Silver Wheaton is a leveraged bet on long-term silver prices (and of other metals to a lesser extent) and as such the company does not have any competitive advantages.

IV) Balance Sheet and Profitability

Silver Wheaton has a strong balance sheet with a net cash position in excess of $700 million. Below is information from the company 2012 annual report:

“As at December 31, 2012, the Company had cash and cash equivalents of $778.2 million (December 31, 2011 – $840.2 million) and working capital of $735.9 million (December 31, 2011 – $677.6 million). The Company invests excess cash in short-term, high credit quality, money market instruments. On February 28, 2013, the Company entered into two new unsecured credit facilities, comprised of (i) a $1 billion revolving credit facility having a 5 year term; and (ii) a $1.5 billion bridge financing facility having a 1 year term. In the opinion of management, the $778 million of cash and cash equivalents as at December 31, 2012 combined with the liquidity provided by the $2.5 billion of new credit facilities positions the Company well to fund all outstanding commitments as well as providing flexibility to acquire additional accretive precious metal stream interests. During the year ended December 31, 2012, the Company generated operating cash flows of $719.4 million compared with $626.4 million during the previous year, with the increase being primarily related to an increase in the number of silver equivalent ounces sold.”
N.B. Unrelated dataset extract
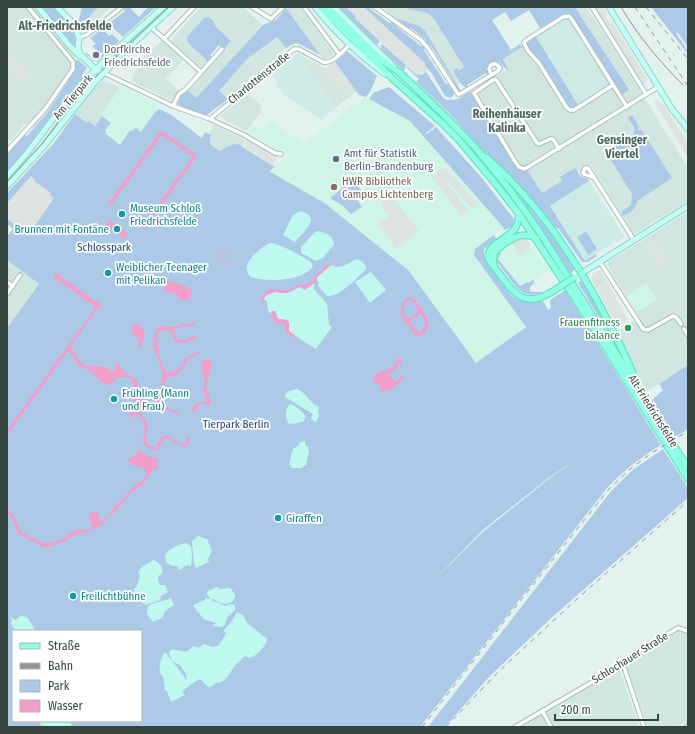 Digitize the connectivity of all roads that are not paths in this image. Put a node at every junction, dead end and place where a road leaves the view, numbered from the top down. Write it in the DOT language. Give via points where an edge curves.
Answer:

The company had EPS of $1.65 for 2012, up from EPS of $0.83 from 2010. From 2010 to 2012 silver output increased 25% and silver price increased 50% which contributed to the doubling of earnings. Management expects silver ounce equivalent output to grow from 29 million ounces to 33.5 million ounces in 2013 and to 53 million ounces by 2017. Given that SLW cash costs are fixed (and increase modestly per year) if the price of silver stabilizes above $20 or increases cash flow and EPS could increase significantly over the next three to five years.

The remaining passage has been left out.